#### THE INPUT

BEGIN

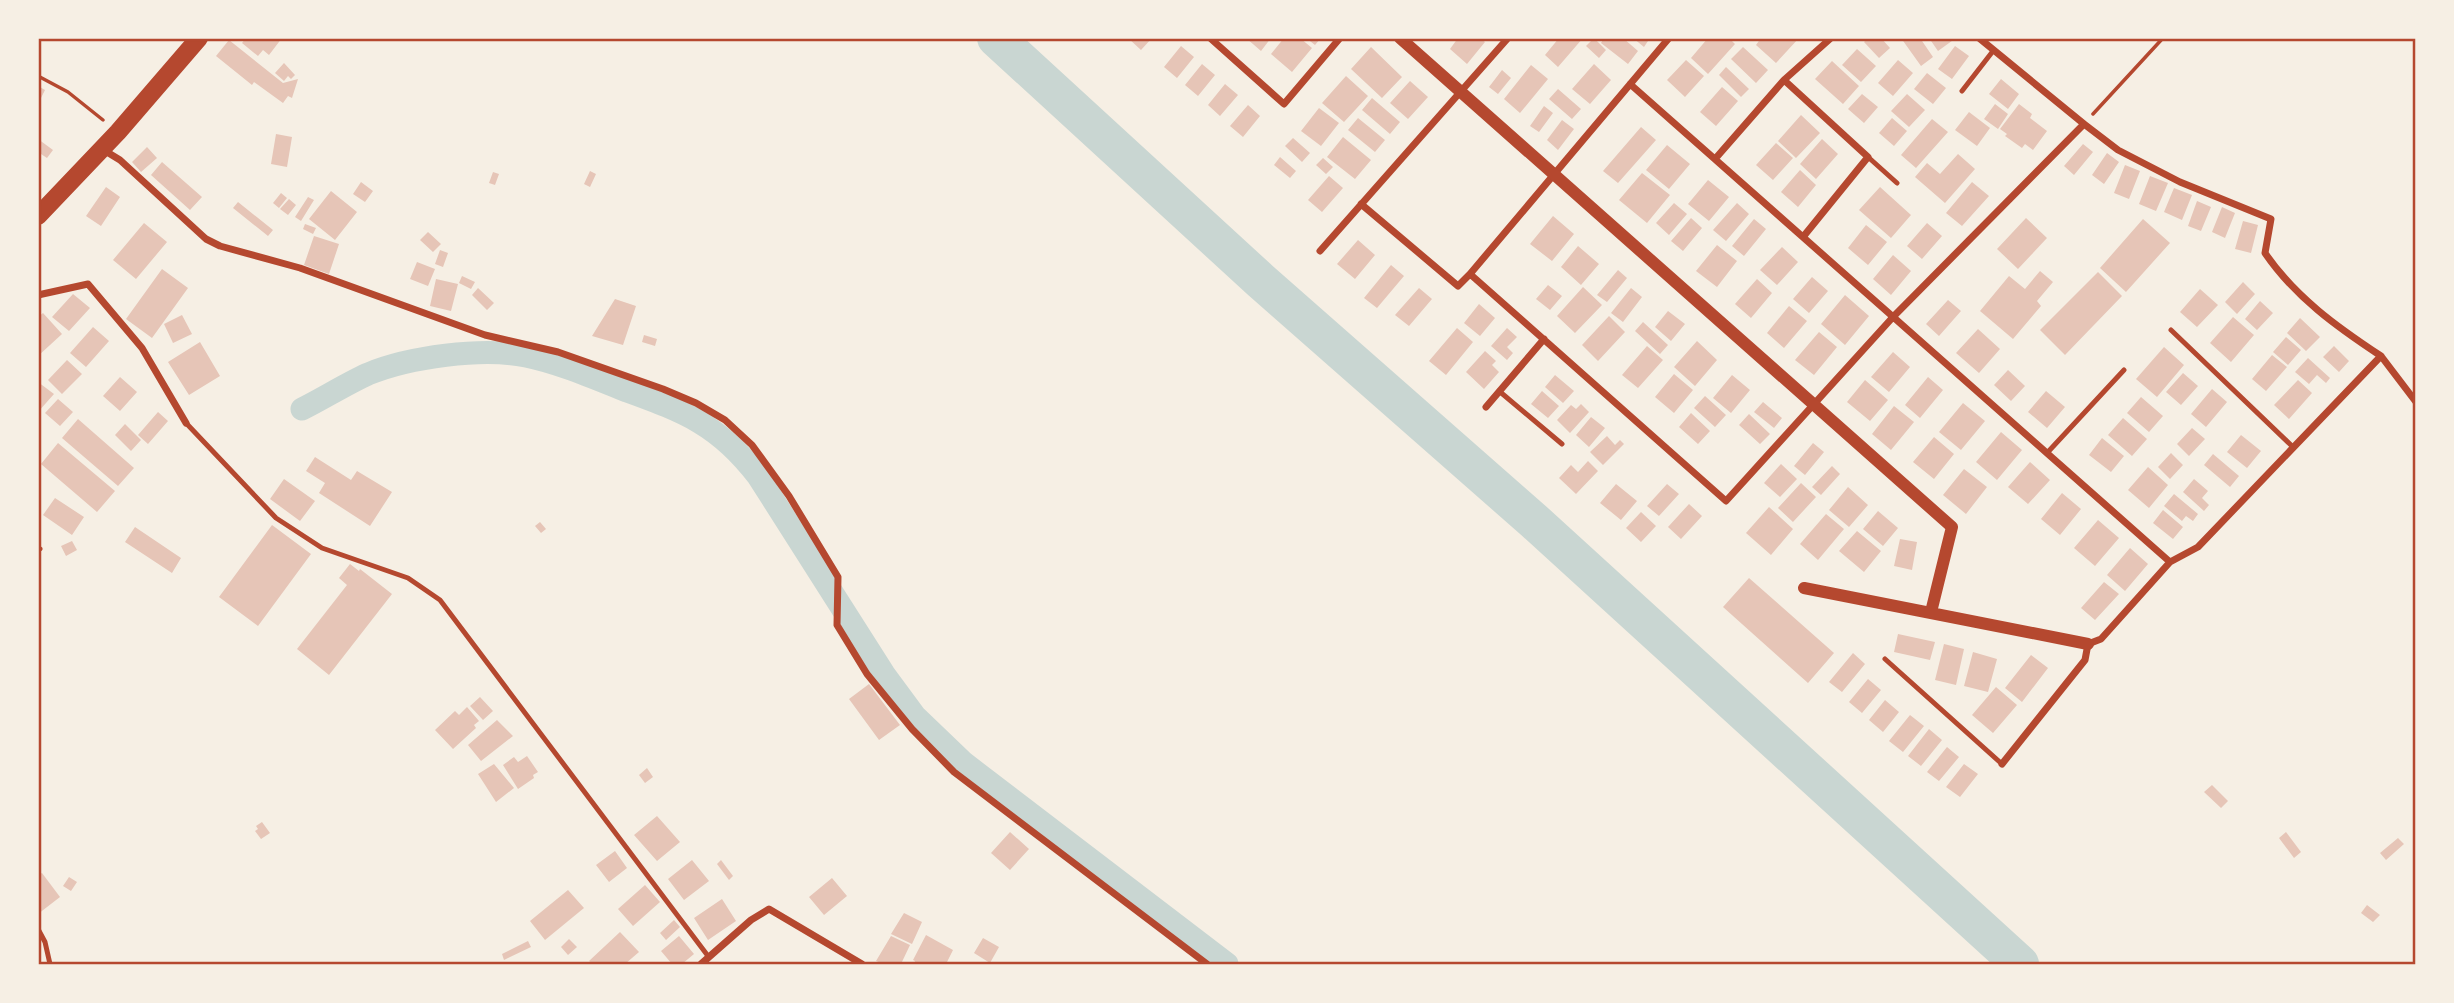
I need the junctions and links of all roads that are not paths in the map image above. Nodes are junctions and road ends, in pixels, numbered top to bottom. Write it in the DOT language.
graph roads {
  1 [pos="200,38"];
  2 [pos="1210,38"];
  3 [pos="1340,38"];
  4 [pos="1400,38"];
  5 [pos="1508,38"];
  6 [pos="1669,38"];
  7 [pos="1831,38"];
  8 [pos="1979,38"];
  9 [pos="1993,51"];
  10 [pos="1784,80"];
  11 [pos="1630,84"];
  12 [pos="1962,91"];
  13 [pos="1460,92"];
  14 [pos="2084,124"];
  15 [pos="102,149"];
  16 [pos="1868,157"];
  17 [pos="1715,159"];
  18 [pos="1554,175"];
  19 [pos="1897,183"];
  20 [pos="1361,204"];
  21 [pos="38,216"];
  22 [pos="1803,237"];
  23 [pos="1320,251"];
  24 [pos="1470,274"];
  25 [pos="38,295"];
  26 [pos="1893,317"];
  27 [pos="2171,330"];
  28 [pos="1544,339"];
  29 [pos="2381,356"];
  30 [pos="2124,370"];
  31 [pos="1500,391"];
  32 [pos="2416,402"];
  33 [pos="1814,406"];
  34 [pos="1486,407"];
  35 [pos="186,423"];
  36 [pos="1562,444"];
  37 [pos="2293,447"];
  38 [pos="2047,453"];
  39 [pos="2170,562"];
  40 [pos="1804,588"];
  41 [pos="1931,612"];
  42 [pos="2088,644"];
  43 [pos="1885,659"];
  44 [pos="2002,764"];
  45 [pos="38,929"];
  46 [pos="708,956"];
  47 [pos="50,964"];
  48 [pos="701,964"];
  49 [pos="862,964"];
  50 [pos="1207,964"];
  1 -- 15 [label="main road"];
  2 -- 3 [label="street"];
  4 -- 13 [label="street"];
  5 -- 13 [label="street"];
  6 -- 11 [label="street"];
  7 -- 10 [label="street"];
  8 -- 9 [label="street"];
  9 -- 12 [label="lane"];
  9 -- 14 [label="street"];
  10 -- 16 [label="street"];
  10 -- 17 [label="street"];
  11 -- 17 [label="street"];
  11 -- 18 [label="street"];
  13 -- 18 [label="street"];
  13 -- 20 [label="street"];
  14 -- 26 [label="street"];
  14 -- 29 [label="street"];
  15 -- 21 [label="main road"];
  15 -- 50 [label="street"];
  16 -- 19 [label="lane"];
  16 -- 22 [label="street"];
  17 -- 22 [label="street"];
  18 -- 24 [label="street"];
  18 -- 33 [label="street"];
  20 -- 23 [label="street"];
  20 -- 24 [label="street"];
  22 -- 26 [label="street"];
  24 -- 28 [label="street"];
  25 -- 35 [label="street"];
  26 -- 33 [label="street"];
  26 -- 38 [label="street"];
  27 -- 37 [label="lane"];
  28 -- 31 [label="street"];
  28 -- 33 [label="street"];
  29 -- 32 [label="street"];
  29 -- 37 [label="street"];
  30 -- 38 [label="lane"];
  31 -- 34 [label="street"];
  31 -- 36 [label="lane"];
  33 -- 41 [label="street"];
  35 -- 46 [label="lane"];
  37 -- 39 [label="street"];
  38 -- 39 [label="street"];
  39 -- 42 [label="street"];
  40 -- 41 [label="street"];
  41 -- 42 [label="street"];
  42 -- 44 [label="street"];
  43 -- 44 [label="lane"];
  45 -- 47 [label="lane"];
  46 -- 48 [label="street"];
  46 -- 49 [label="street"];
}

END

#### TASK OBJECTIVE
When you copy the data above, reproduce each line exactly and skip every image.

#### YOUR RESPONSE
I need the junctions and links of all roads that are not paths in the map image above. Nodes are junctions and road ends, in pixels, numbered top to bottom. Write it in the DOT language.
graph roads {
  1 [pos="200,38"];
  2 [pos="1210,38"];
  3 [pos="1340,38"];
  4 [pos="1400,38"];
  5 [pos="1508,38"];
  6 [pos="1669,38"];
  7 [pos="1831,38"];
  8 [pos="1979,38"];
  9 [pos="1993,51"];
  10 [pos="1784,80"];
  11 [pos="1630,84"];
  12 [pos="1962,91"];
  13 [pos="1460,92"];
  14 [pos="2084,124"];
  15 [pos="102,149"];
  16 [pos="1868,157"];
  17 [pos="1715,159"];
  18 [pos="1554,175"];
  19 [pos="1897,183"];
  20 [pos="1361,204"];
  21 [pos="38,216"];
  22 [pos="1803,237"];
  23 [pos="1320,251"];
  24 [pos="1470,274"];
  25 [pos="38,295"];
  26 [pos="1893,317"];
  27 [pos="2171,330"];
  28 [pos="1544,339"];
  29 [pos="2381,356"];
  30 [pos="2124,370"];
  31 [pos="1500,391"];
  32 [pos="2416,402"];
  33 [pos="1814,406"];
  34 [pos="1486,407"];
  35 [pos="186,423"];
  36 [pos="1562,444"];
  37 [pos="2293,447"];
  38 [pos="2047,453"];
  39 [pos="2170,562"];
  40 [pos="1804,588"];
  41 [pos="1931,612"];
  42 [pos="2088,644"];
  43 [pos="1885,659"];
  44 [pos="2002,764"];
  45 [pos="38,929"];
  46 [pos="708,956"];
  47 [pos="50,964"];
  48 [pos="701,964"];
  49 [pos="862,964"];
  50 [pos="1207,964"];
  1 -- 15 [label="main road"];
  2 -- 3 [label="street"];
  4 -- 13 [label="street"];
  5 -- 13 [label="street"];
  6 -- 11 [label="street"];
  7 -- 10 [label="street"];
  8 -- 9 [label="street"];
  9 -- 12 [label="lane"];
  9 -- 14 [label="street"];
  10 -- 16 [label="street"];
  10 -- 17 [label="street"];
  11 -- 17 [label="street"];
  11 -- 18 [label="street"];
  13 -- 18 [label="street"];
  13 -- 20 [label="street"];
  14 -- 26 [label="street"];
  14 -- 29 [label="street"];
  15 -- 21 [label="main road"];
  15 -- 50 [label="street"];
  16 -- 19 [label="lane"];
  16 -- 22 [label="street"];
  17 -- 22 [label="street"];
  18 -- 24 [label="street"];
  18 -- 33 [label="street"];
  20 -- 23 [label="street"];
  20 -- 24 [label="street"];
  22 -- 26 [label="street"];
  24 -- 28 [label="street"];
  25 -- 35 [label="street"];
  26 -- 33 [label="street"];
  26 -- 38 [label="street"];
  27 -- 37 [label="lane"];
  28 -- 31 [label="street"];
  28 -- 33 [label="street"];
  29 -- 32 [label="street"];
  29 -- 37 [label="street"];
  30 -- 38 [label="lane"];
  31 -- 34 [label="street"];
  31 -- 36 [label="lane"];
  33 -- 41 [label="street"];
  35 -- 46 [label="lane"];
  37 -- 39 [label="street"];
  38 -- 39 [label="street"];
  39 -- 42 [label="street"];
  40 -- 41 [label="street"];
  41 -- 42 [label="street"];
  42 -- 44 [label="street"];
  43 -- 44 [label="lane"];
  45 -- 47 [label="lane"];
  46 -- 48 [label="street"];
  46 -- 49 [label="street"];
}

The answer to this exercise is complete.